Authentic Startup Gibberish
I’m pretty excited to see Upstream Color. I hope it plays around where I live soon. It’s from Shane Carruth, the creator of Primer, which is amazing. I recently watched Primer again and I noticed something interesting: authentic startup gibberish. I’ll try and explain.
At Wufoo, we had a meeting once a week on Friday. We didn’t have an office, so we rotated houses. The meetings lasted a few hours. Tons of stuff would be talked about. Very technical discussions about every layer of Wufoo. It took many months to have a strong grasp on what the heck was even being talked about. At the time, a lot of the discussions were way over my head. They involved technologies I knew very little about if I had heard of them at all. The conversations were littered with not only technical terms, but little pet names for things that they developed over the years.

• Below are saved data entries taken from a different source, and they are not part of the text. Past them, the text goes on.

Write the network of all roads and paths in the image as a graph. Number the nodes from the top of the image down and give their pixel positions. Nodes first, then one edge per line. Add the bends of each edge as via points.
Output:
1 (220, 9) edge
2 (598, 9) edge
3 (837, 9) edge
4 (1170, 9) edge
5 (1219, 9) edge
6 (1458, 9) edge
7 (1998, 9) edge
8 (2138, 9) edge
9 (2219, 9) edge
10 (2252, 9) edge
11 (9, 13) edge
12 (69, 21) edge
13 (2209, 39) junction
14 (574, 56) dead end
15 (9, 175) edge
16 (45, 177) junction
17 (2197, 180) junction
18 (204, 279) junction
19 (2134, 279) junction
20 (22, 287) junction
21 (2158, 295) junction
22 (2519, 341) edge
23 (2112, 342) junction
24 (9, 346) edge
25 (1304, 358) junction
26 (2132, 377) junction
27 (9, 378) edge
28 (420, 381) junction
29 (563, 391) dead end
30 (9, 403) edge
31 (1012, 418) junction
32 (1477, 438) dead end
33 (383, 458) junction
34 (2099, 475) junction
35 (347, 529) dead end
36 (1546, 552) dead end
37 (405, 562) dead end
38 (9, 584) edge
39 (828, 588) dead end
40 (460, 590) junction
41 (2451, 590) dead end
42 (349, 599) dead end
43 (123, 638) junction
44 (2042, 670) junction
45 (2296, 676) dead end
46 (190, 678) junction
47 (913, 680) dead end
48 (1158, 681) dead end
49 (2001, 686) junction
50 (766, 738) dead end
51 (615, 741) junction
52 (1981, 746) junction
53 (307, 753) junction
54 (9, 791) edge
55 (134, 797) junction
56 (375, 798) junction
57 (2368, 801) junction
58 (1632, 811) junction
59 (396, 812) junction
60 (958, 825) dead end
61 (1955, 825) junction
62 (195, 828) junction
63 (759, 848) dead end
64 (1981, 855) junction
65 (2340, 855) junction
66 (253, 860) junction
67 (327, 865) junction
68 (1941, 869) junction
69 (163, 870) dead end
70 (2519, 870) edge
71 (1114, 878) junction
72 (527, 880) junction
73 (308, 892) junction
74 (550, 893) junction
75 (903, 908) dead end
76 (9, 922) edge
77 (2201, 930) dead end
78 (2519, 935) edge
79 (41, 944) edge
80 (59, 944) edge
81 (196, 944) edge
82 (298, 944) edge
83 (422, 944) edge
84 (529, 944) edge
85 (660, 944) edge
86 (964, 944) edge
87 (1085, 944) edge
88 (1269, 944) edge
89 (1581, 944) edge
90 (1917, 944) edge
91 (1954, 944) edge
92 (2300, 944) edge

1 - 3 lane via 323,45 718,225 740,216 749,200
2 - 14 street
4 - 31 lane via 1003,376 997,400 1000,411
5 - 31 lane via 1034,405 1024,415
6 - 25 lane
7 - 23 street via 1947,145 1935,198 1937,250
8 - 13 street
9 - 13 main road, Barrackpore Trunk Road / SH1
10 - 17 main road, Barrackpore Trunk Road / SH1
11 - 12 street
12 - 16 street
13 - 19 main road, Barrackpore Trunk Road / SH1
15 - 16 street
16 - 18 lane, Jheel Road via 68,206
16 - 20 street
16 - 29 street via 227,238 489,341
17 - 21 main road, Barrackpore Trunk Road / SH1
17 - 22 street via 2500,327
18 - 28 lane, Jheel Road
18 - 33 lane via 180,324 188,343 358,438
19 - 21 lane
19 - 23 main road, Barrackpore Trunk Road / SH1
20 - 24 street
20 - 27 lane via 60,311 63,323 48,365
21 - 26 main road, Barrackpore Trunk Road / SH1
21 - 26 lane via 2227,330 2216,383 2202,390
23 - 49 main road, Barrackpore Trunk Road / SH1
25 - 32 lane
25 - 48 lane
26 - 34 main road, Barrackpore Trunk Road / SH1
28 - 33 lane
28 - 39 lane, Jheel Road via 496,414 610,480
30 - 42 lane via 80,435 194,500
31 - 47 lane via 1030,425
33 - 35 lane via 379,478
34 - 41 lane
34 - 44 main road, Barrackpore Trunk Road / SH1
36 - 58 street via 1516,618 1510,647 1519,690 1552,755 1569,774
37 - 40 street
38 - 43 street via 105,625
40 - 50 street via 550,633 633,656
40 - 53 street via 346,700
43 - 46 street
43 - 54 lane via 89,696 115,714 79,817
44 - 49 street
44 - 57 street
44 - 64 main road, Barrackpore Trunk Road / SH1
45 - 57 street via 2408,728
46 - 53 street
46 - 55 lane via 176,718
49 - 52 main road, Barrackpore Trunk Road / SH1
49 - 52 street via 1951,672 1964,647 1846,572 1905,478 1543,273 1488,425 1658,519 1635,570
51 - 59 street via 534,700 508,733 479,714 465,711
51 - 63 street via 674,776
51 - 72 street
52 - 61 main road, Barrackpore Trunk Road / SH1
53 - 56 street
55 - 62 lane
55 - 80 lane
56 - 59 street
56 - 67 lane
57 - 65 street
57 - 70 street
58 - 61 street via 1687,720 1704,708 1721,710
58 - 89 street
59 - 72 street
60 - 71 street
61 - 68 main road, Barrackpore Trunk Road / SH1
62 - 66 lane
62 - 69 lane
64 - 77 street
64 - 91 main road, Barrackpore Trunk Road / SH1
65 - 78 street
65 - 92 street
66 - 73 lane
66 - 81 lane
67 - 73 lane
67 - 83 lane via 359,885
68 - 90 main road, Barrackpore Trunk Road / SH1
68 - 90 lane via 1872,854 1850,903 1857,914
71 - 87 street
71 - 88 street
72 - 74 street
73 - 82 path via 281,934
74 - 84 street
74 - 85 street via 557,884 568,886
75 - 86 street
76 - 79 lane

“The digital doctor is having problems again.”
What the heck is that, I would wonder. Probably some web process that runs on our servers monitoring for problems? No, in that case, it was just the name of a particular guy who wrote into support a lot. That’s not a great example, but it was stuff like that that made understanding the conversations difficult at first.
It’s like a tiny culture with a million tiny colloquialisms.
Sometimes other people would be present at the meetings (other people who just lived at the houses who had nothing to do with Wufoo). They might not be in tech at all and had no particular motivation to understand our conversations. I remember thinking how we must have sounded like we were speaking a completely different language. Like we were speaking gibberish, making no sense at all.
That’s what struck me about Primer when I watched again. The guys in Primer building those machines were a startup. I felt like an outsider listening to a Wufoo meeting. Shane Carruth didn’t try to make the conversations in Primer accessible. He made them sound authentic.